What you have to do ::
Only the count is wanted here: how many lines of the entries hold the string "Qais"?

Extracted entries ::
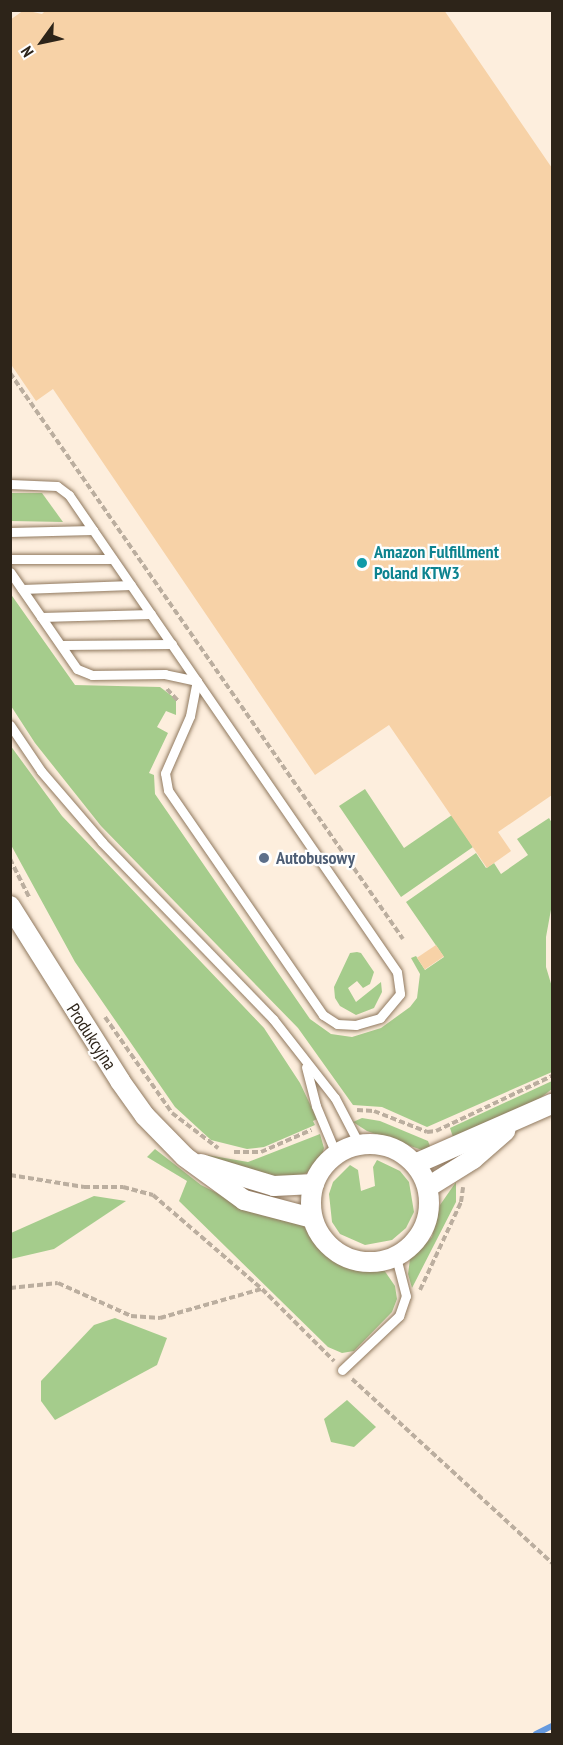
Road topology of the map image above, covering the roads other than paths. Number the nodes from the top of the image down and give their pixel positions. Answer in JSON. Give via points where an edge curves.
{"nodes":[{"id":1,"x":10,"y":484,"type":"edge"},
{"id":2,"x":93,"y":530,"type":"junction"},
{"id":3,"x":10,"y":532,"type":"edge"},
{"id":4,"x":112,"y":558,"type":"junction"},
{"id":5,"x":10,"y":559,"type":"edge"},
{"id":6,"x":10,"y":572,"type":"edge"},
{"id":7,"x":131,"y":585,"type":"junction"},
{"id":8,"x":22,"y":589,"type":"junction"},
{"id":9,"x":151,"y":614,"type":"junction"},
{"id":10,"x":41,"y":616,"type":"junction"},
{"id":11,"x":172,"y":644,"type":"junction"},
{"id":12,"x":61,"y":645,"type":"junction"},
{"id":13,"x":197,"y":681,"type":"junction"},
{"id":14,"x":10,"y":725,"type":"edge"},
{"id":15,"x":10,"y":906,"type":"edge"},
{"id":16,"x":305,"y":1064,"type":"junction"},
{"id":17,"x":552,"y":1104,"type":"edge"},
{"id":18,"x":512,"y":1125,"type":"junction"},
{"id":19,"x":359,"y":1144,"type":"junction"},
{"id":20,"x":336,"y":1154,"type":"junction"},
{"id":21,"x":185,"y":1157,"type":"junction"},
{"id":22,"x":415,"y":1164,"type":"junction"},
{"id":23,"x":314,"y":1184,"type":"junction"},
{"id":24,"x":428,"y":1187,"type":"junction"},
{"id":25,"x":312,"y":1218,"type":"junction"},
{"id":26,"x":396,"y":1257,"type":"junction"},
{"id":27,"x":342,"y":1370,"type":"dead end"}],
"edges":[{"from":1,"to":2,"type":"lane","via":[[57,486]]},
{"from":2,"to":3,"type":"lane"},
{"from":2,"to":4,"type":"lane"},
{"from":4,"to":5,"type":"lane"},
{"from":4,"to":7,"type":"lane"},
{"from":6,"to":8,"type":"lane"},
{"from":7,"to":8,"type":"lane"},
{"from":7,"to":9,"type":"lane"},
{"from":8,"to":10,"type":"lane"},
{"from":9,"to":10,"type":"lane"},
{"from":9,"to":11,"type":"lane"},
{"from":10,"to":12,"type":"lane"},
{"from":11,"to":12,"type":"lane"},
{"from":11,"to":13,"type":"lane"},
{"from":12,"to":13,"type":"lane","via":[[77,669],[92,675],[165,674]]},
{"from":13,"to":13,"type":"lane","via":[[190,716],[165,773],[168,790],[323,1015],[337,1024],[356,1025],[380,1018],[400,994],[397,972]]},
{"from":14,"to":16,"type":"lane","via":[[71,807],[254,998]]},
{"from":15,"to":21,"type":"street","name":"Produkcyjna","via":[[120,1081],[145,1116]]},
{"from":16,"to":19,"type":"lane","via":[[335,1098]]},
{"from":16,"to":20,"type":"lane","via":[[316,1106]]},
{"from":17,"to":18,"type":"street"},
{"from":18,"to":22,"type":"street"},
{"from":18,"to":24,"type":"street","via":[[473,1159]]},
{"from":19,"to":20,"type":"street"},
{"from":19,"to":22,"type":"street","via":[[392,1148]]},
{"from":20,"to":23,"type":"street"},
{"from":21,"to":23,"type":"street","name":"Produkcyjna","via":[[253,1182],[274,1186]]},
{"from":21,"to":25,"type":"street","name":"Produkcyjna","via":[[244,1200]]},
{"from":22,"to":24,"type":"street"},
{"from":23,"to":25,"type":"street"},
{"from":24,"to":26,"type":"street","via":[[429,1210],[423,1229],[412,1245]]},
{"from":25,"to":26,"type":"street","via":[[323,1240],[338,1253],[366,1262]]},
{"from":26,"to":27,"type":"lane","via":[[406,1296],[399,1317]]}]}
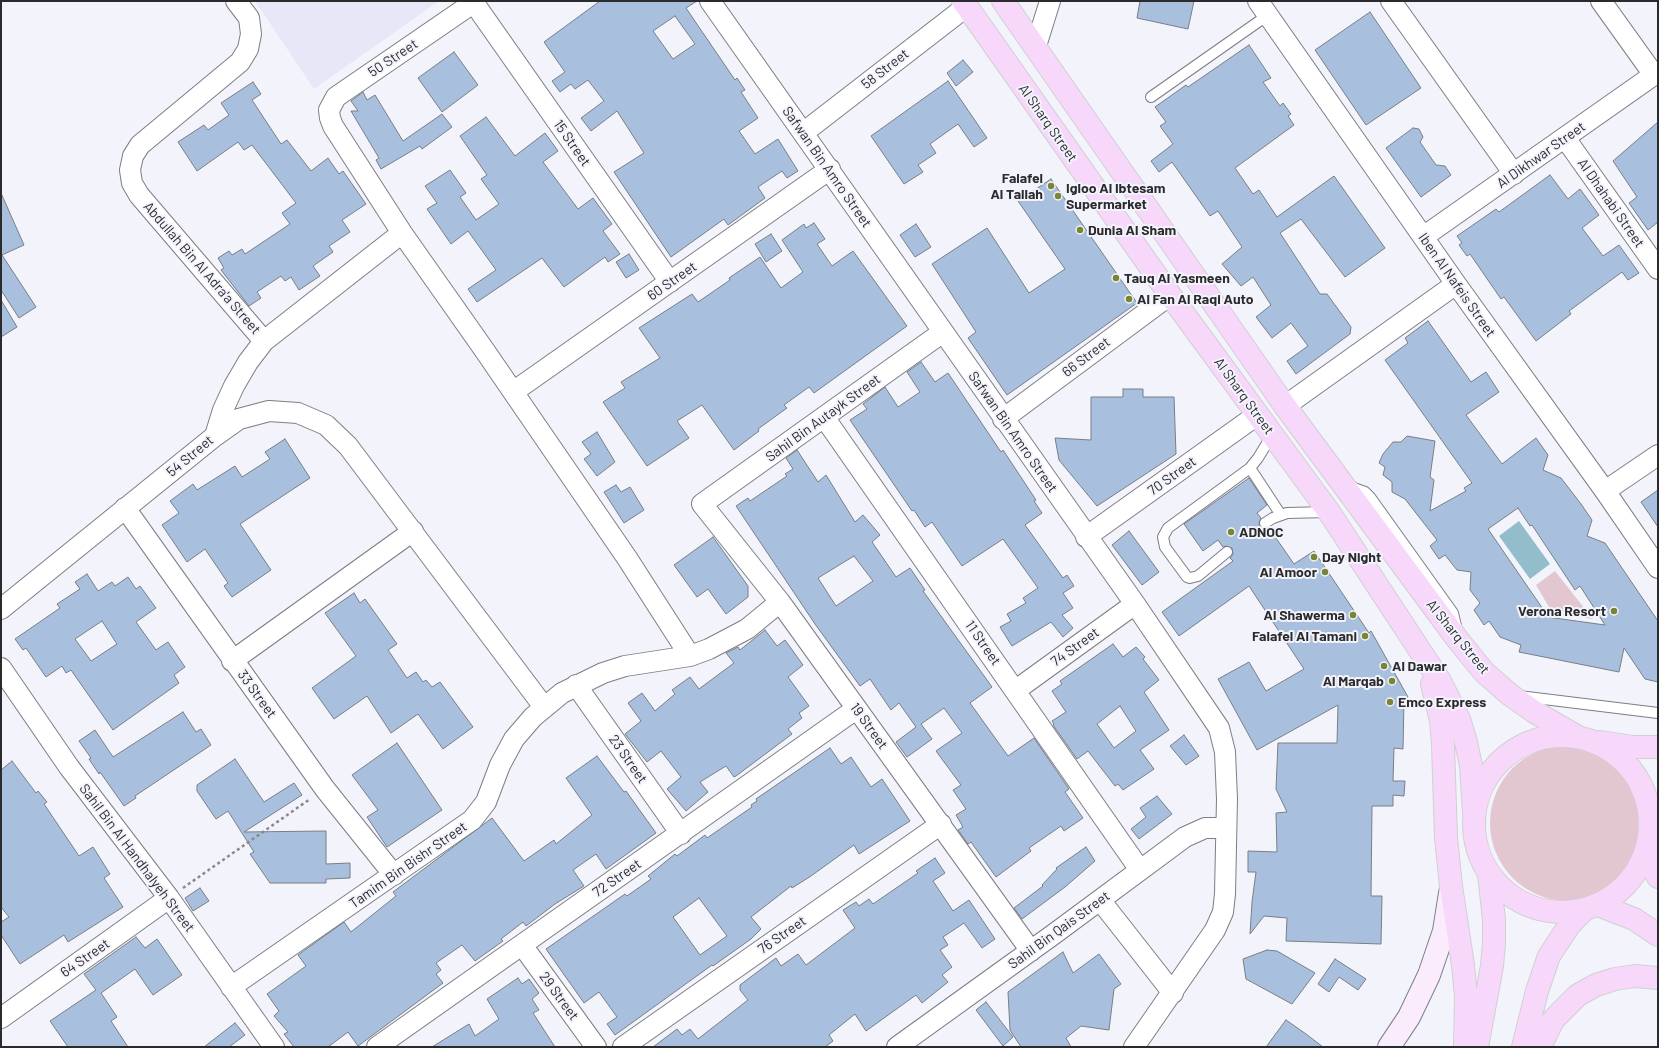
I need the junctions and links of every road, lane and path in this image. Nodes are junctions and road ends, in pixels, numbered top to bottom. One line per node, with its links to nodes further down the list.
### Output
1 (236, 1): 25 (street, Abdullah Bin Al Adra'a Street)
2 (710, 1): 14 (street, Safwan Bin Amro Street)
3 (1003, 1): 10 (main road, Al Sharq Street)
4 (1050, 1): 11 (street)
5 (1391, 1): 17 (street)
6 (1601, 1): 12 (street)
7 (475, 2): 18 (street, 50 Street); 21 (street, 15 Street)
8 (965, 4): 10 (main road); 14 (street, 58 Street); 23 (main road, Al Sharq Street)
9 (1263, 8): 13 (lane); 19 (street, Iben Al Nafeis Street)
10 (1019, 22): 11 (main road, Al Sharq Street)
11 (1036, 46): 27 (main road, Al Sharq Street)
12 (1656, 73): 15 (street, Al Dikhwar Street)
13 (1151, 97)
14 (803, 133): 16 (street, Safwan Bin Amro Street)
15 (1565, 138): 17 (street, Al Dikhwar Street); 20 (street, Al Dhahabi Street)
16 (830, 169): 21 (street, 60 Street); 24 (street, Safwan Bin Amro Street)
17 (1514, 174): 19 (street, Al Dikhwar Street)
18 (402, 233): 25 (street, 54 Street); 26 (street)
19 (1423, 237): 22 (street, Iben Al Nafeis Street)
20 (1656, 263)
21 (670, 282): 26 (street, 60 Street)
22 (1456, 284): 27 (street); 35 (street, Iben Al Nafeis Street)
23 (1170, 295): 28 (main road, Al Sharq Street); 30 (street, 66 Street)
24 (943, 332): 29 (street, Sahil Bin Autayk Street); 30 (street, Safwan Bin Amro Street)
25 (264, 341): 32 (street, 54 Street)
26 (514, 392): 49 (street)
27 (1285, 406): 54 (main road, Al Sharq Street)
28 (1257, 415): 31 (main road, Al Sharq Street); 42 (street, 70 Street)
29 (824, 417): 36 (street, Sahil Bin Autayk Street); 53 (street, 11 Street)
30 (1003, 419): 42 (street, Safwan Bin Amro Street)
31 (1272, 435): 34 (lane); 38 (main road, Al Sharq Street)
32 (215, 436): 37 (street, 54 Street); 41 (street)
33 (1658, 455): 35 (street)
34 (1250, 468): 39 (lane); 43 (lane)
35 (1605, 491): 44 (street, Iben Al Nafeis Street)
36 (702, 504): 45 (street, 19 Street)
37 (125, 508): 47 (street, 54 Street); 50 (street, 33 Street)
38 (1329, 512): 39 (lane); 48 (main road, Al Sharq Street)
39 (1281, 515): 40 (lane)
40 (1265, 523)
41 (413, 531): 50 (street); 55 (street)
42 (1086, 537): 46 (street, Safwan Bin Amro Street)
43 (1227, 552)
44 (1658, 568)
45 (780, 602): 49 (street, Tamim Bin Bishr Street); 56 (street, 19 Street)
46 (1135, 604): 53 (street, 74 Street); 63 (street, Safwan Bin Amro Street)
47 (1, 609)
48 (1420, 649): 61 (main road, Al Sharq Street); 70 (main road)
49 (690, 656): 52 (street, Tamim Bin Bishr Street)
50 (232, 661): 60 (street, 33 Street)
51 (1, 668): 71 (street, Sahil Bin Al Handhalyeh Street)
52 (576, 685): 55 (street, Tamim Bin Bishr Street); 64 (street, 23 Street)
53 (1016, 690): 66 (street, 11 Street)
54 (1509, 694): 57 (lane); 58 (main road, Al Sharq Street)
55 (544, 707): 68 (street, Tamim Bin Bishr Street)
56 (856, 709): 62 (street, 19 Street); 64 (street, 72 Street)
57 (1658, 713)
58 (1585, 739): 59 (main road); 61 (main road); 65 (main road, Al Sharq Street)
59 (1658, 747)
60 (325, 789): 68 (street, 33 Street); 71 (path)
61 (1474, 813): 67 (main road, Al Sharq Street)
62 (941, 824): 76 (street, 19 Street); 84 (street, 76 Street)
63 (1226, 828): 66 (street, Sahil Bin Qais Street); 79 (street, Safwan Bin Amro Street)
64 (681, 834): 75 (street, 72 Street)
65 (1651, 837): 69 (main road); 73 (main road)
66 (1140, 870): 72 (street, Sahil Bin Qais Street)
67 (1489, 874): 73 (main road); 89 (main road)
68 (394, 875): 78 (street, Tamim Bin Bishr Street)
69 (1658, 877)
70 (1451, 886): 87 (main road); 88 (main road)
71 (169, 898): 78 (street, Sahil Bin Al Handhalyeh Street); 80 (street, 64 Street)
72 (1100, 900): 76 (street, Sahil Bin Qais Street); 79 (street)
73 (1590, 908): 74 (main road); 90 (main road)
74 (1658, 935)
75 (522, 945): 82 (street, 72 Street); 83 (street, 29 Street)
76 (1031, 951): 85 (street, Sahil Bin Qais Street)
77 (1658, 978): 91 (main road)
78 (232, 987): 81 (street, Sahil Bin Al Handhalyeh Street)
79 (1173, 993): 86 (street, Safwan Bin Amro Street)
80 (1, 1018)
81 (274, 1047)
82 (377, 1047)
83 (596, 1047)
84 (623, 1047)
85 (897, 1047)
86 (1134, 1047)
87 (1388, 1047)
88 (1465, 1047)
89 (1477, 1047)
90 (1523, 1047)
91 (1540, 1047)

Task answer ::
4